What you are asked to do:
Reproduce all records word for word.

Stored data:
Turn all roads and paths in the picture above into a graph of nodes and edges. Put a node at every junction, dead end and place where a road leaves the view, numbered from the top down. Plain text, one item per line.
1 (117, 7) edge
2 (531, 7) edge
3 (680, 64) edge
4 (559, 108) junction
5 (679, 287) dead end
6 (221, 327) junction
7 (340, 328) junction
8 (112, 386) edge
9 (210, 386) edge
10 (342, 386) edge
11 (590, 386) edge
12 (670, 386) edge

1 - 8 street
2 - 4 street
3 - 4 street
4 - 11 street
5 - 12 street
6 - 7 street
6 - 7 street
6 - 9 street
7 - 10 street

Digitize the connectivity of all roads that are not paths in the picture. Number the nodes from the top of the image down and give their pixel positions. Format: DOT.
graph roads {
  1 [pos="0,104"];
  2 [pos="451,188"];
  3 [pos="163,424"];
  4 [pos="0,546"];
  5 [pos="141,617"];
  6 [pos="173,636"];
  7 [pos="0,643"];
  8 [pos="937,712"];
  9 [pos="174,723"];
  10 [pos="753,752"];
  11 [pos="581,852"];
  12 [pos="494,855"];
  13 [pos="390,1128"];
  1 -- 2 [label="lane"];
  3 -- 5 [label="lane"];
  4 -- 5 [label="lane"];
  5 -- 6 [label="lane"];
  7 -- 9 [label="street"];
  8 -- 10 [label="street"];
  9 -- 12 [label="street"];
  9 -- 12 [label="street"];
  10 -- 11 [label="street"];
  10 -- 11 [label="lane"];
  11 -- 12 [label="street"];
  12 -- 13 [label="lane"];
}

The completed task:
Turn all roads and paths in the picture above into a graph of nodes and edges. Put a node at every junction, dead end and place where a road leaves the view, numbered from the top down. Plain text, one item per line.
1 (117, 7) edge
2 (531, 7) edge
3 (680, 64) edge
4 (559, 108) junction
5 (679, 287) dead end
6 (221, 327) junction
7 (340, 328) junction
8 (112, 386) edge
9 (210, 386) edge
10 (342, 386) edge
11 (590, 386) edge
12 (670, 386) edge

1 - 8 street
2 - 4 street
3 - 4 street
4 - 11 street
5 - 12 street
6 - 7 street
6 - 7 street
6 - 9 street
7 - 10 street

Digitize the connectivity of all roads that are not paths in the picture. Number the nodes from the top of the image down and give their pixel positions. Format: DOT.
graph roads {
  1 [pos="0,104"];
  2 [pos="451,188"];
  3 [pos="163,424"];
  4 [pos="0,546"];
  5 [pos="141,617"];
  6 [pos="173,636"];
  7 [pos="0,643"];
  8 [pos="937,712"];
  9 [pos="174,723"];
  10 [pos="753,752"];
  11 [pos="581,852"];
  12 [pos="494,855"];
  13 [pos="390,1128"];
  1 -- 2 [label="lane"];
  3 -- 5 [label="lane"];
  4 -- 5 [label="lane"];
  5 -- 6 [label="lane"];
  7 -- 9 [label="street"];
  8 -- 10 [label="street"];
  9 -- 12 [label="street"];
  9 -- 12 [label="street"];
  10 -- 11 [label="street"];
  10 -- 11 [label="lane"];
  11 -- 12 [label="street"];
  12 -- 13 [label="lane"];
}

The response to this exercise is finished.